[Opening RECORDS FOR THE EXERCISE section]

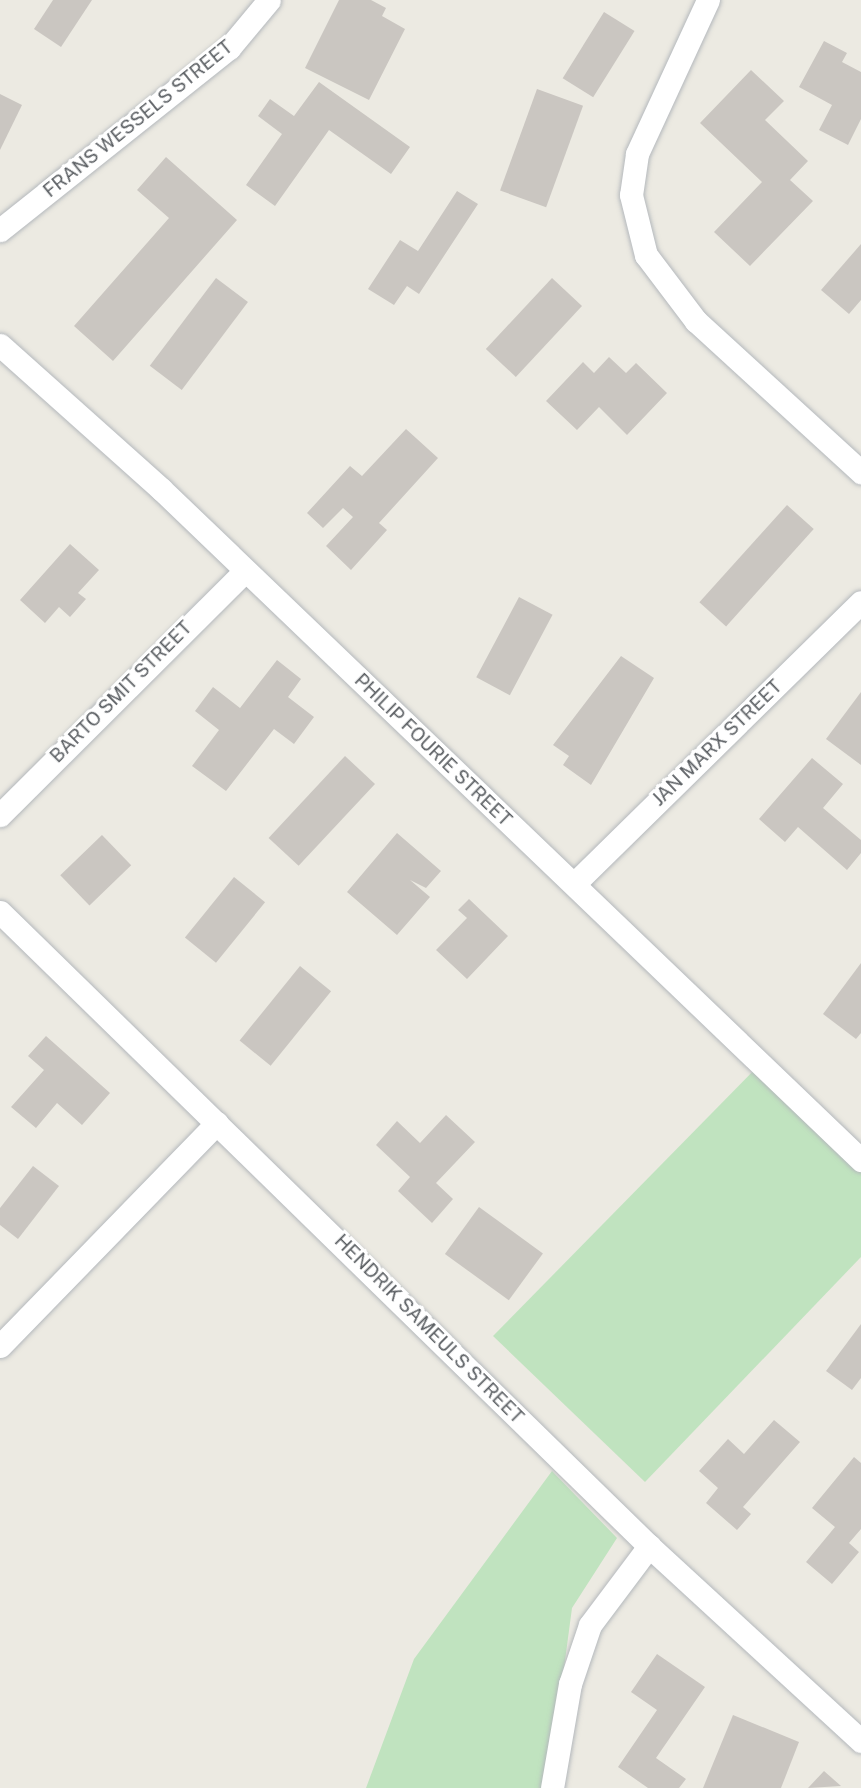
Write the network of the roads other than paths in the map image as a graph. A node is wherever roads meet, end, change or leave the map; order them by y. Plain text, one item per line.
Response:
1 (269, 0) edge
2 (708, 0) edge
3 (0, 230) edge
4 (0, 345) edge
5 (861, 472) edge
6 (244, 572) junction
7 (861, 603) edge
8 (0, 814) edge
9 (574, 884) junction
10 (0, 912) edge
11 (217, 1123) junction
12 (861, 1160) edge
13 (0, 1346) edge
14 (649, 1546) junction
15 (861, 1741) edge
16 (552, 1788) edge

1 - 3 street, FRANS WESSELS STREET
2 - 5 street
4 - 6 street, PHILIP FOURIE STREET
6 - 8 street, BARTO SMIT STREET
6 - 9 street, PHILIP FOURIE STREET
7 - 9 street, JAN MARX STREET
9 - 12 street, PHILIP FOURIE STREET
10 - 11 street, HENDRIK SAMEULS STREET
11 - 13 street
11 - 14 street, HENDRIK SAMEULS STREET
14 - 15 street, HENDRIK SAMEULS STREET
14 - 16 street

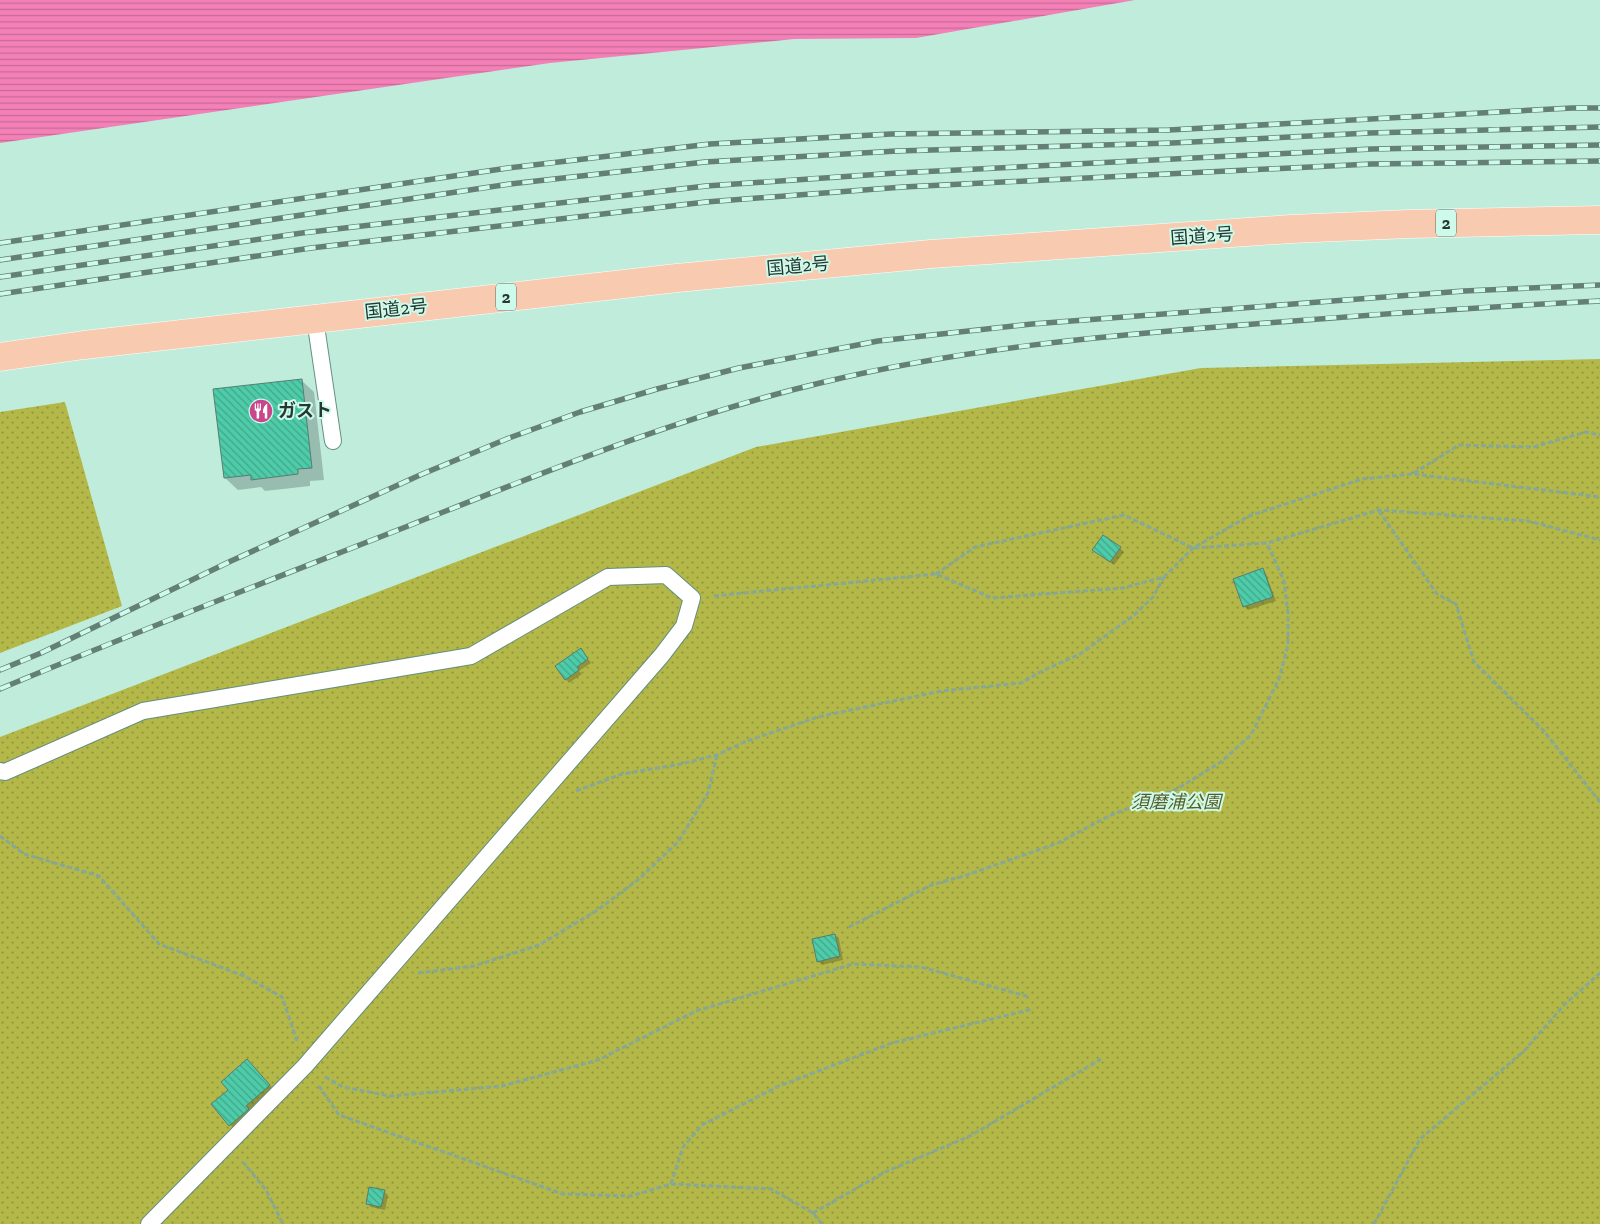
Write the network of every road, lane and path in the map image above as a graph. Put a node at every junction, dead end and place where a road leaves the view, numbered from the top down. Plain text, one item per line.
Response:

[Closing RECORDS FOR THE EXERCISE section]

**TASK PROMPT:** Your answer must be the records exactly as they stand, with no pictures in it.

**COMPLETED EXERCISE:**
Write the network of the roads other than paths in the map image as a graph. A node is wherever roads meet, end, change or leave the map; order them by y. Plain text, one item per line.
Response:
1 (269, 0) edge
2 (708, 0) edge
3 (0, 230) edge
4 (0, 345) edge
5 (861, 472) edge
6 (244, 572) junction
7 (861, 603) edge
8 (0, 814) edge
9 (574, 884) junction
10 (0, 912) edge
11 (217, 1123) junction
12 (861, 1160) edge
13 (0, 1346) edge
14 (649, 1546) junction
15 (861, 1741) edge
16 (552, 1788) edge

1 - 3 street, FRANS WESSELS STREET
2 - 5 street
4 - 6 street, PHILIP FOURIE STREET
6 - 8 street, BARTO SMIT STREET
6 - 9 street, PHILIP FOURIE STREET
7 - 9 street, JAN MARX STREET
9 - 12 street, PHILIP FOURIE STREET
10 - 11 street, HENDRIK SAMEULS STREET
11 - 13 street
11 - 14 street, HENDRIK SAMEULS STREET
14 - 15 street, HENDRIK SAMEULS STREET
14 - 16 street

Write the network of every road, lane and path in the map image above as a graph. Put a node at every junction, dead end and place where a road leaves the view, numbered from the top down. Plain text, one item per line.
Response:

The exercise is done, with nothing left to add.